Not running the 5k, being sent to the ER with migraines, dealing with daily bouts of vertigo has been hard.

Since August I’ve been trapped in what feels like a holding pattern–getting soft and worrying if this is the beginning of the physical downward spiral that I so fear.

This worry, coupled with anxiety,  has gnawed holes through my toughness and will.

For the last few months I’ve been just waiting, hoping things would get better.

But you and I know things rarely get better their own. We know that hope without action is a fruitless waste of energy.

We know that in order to change we must be willing to engage.

And we know that when we don’t know what to do– we often do nothing.

Inside this moral freeze are worlds of worry and self-doubt.  These are the worlds I’ve been stumbling through since August.
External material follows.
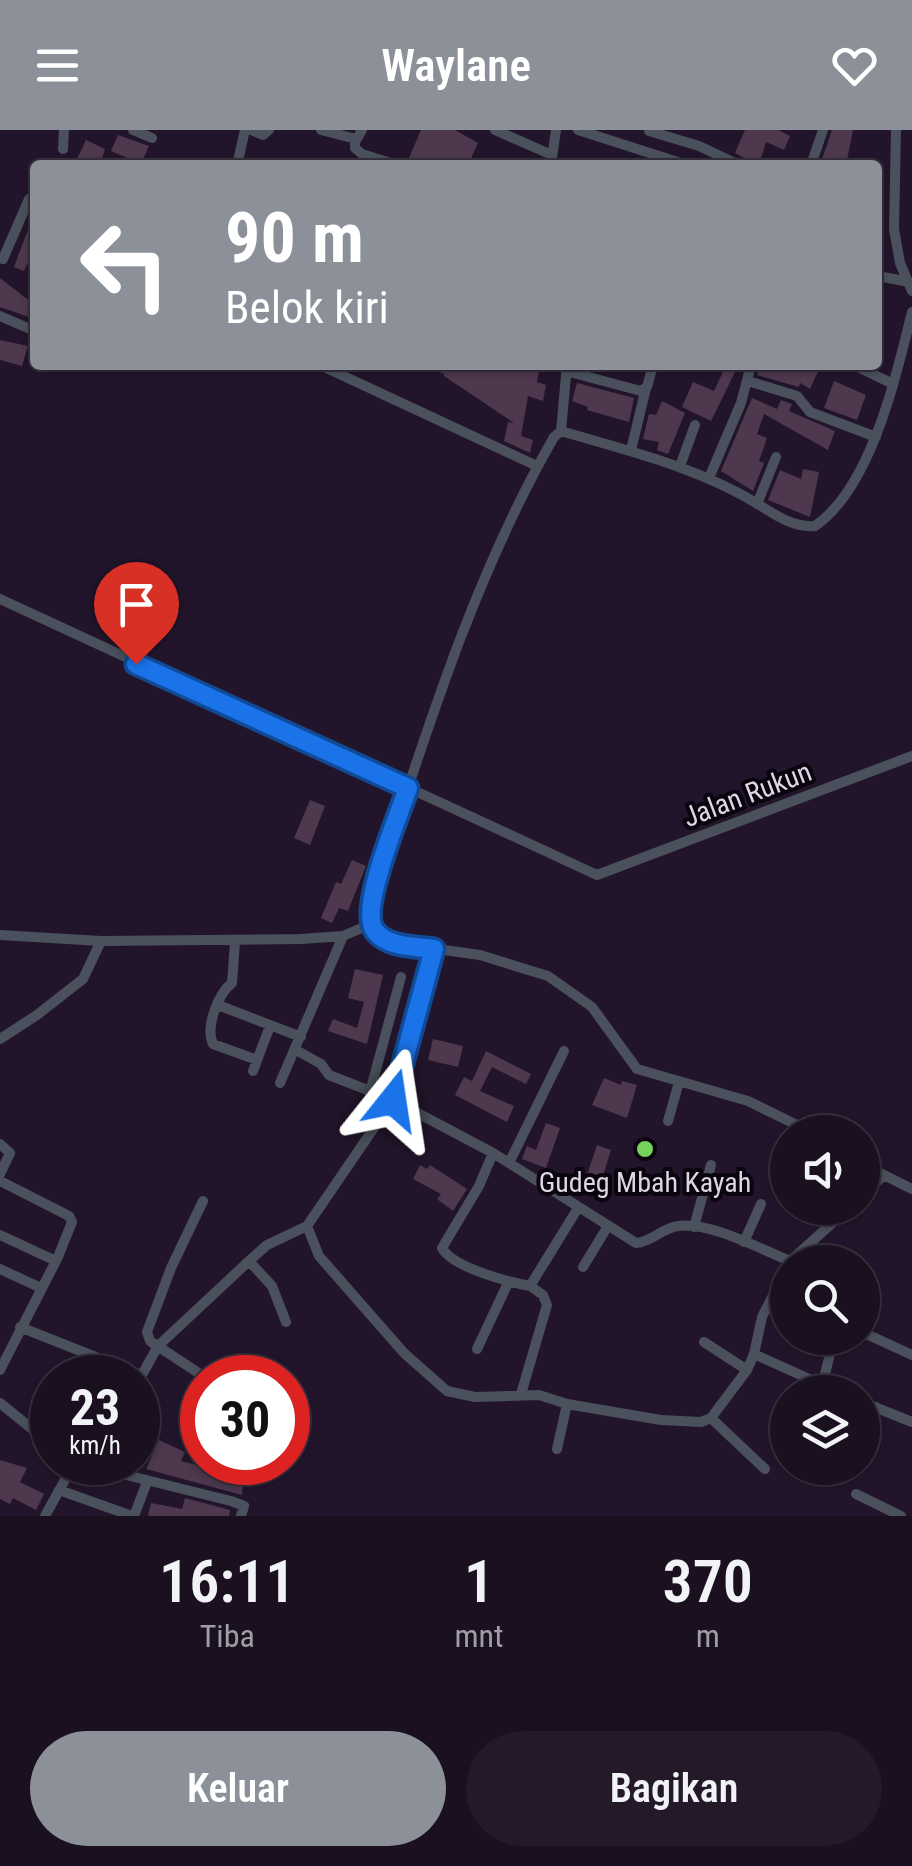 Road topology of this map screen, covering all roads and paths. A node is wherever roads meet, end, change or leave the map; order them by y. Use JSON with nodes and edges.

Two weeks ago I saw my neurologist and he wrote a script for VRT. For two weeks I’ve been thinking about that script the way you think about starting a hard but necessary conversation.

This morning I finally called a near-by rehabilitation center and told the receptionist that I had a doctor’s script for VRT. I told her I have cerebellar atrophy and vertigo and nystagmus and prone to migraines.

She told me there was an opening tomorrow at 8 am.

Before replying, I thought about how I’ve told you to stay positive and keep trying. I thought about how I always tell my children that frustration is fine but quitting is unacceptable.

I took the appointment.

She told me to come in around 7:45 am to fill out paperwork.

“Okay. I’ll be there.”

Wish me luck.

If this is my last post of 2018, I want to thank you for the continued support and accepting my story into your life. In the past year I’ve been contacted by an array of people who follow my blog. It’s been such an awesome experience sharing my story with you.

In 2019, I wish you the courage to start something new, something that will fill your soul, something you’ve been meaning to do for awhile but keep putting off.

I’d love for you to reply to this post and tell me what you’re planning to begin in 2019. Your story gives me strength.

And remember–life favors the brave.

Be well,

Jay

PS- one of my goals of 2019 is to reach and connect with more people.

If you could reply to this email and tell me one thing you plan to start in 2019 that would be awesome. And if you could forward this post to someone you think would enjoy my story and message that would be doubly awesome.

Here’s a link to subscribe to receive posts in your inbox.

Happy New Year!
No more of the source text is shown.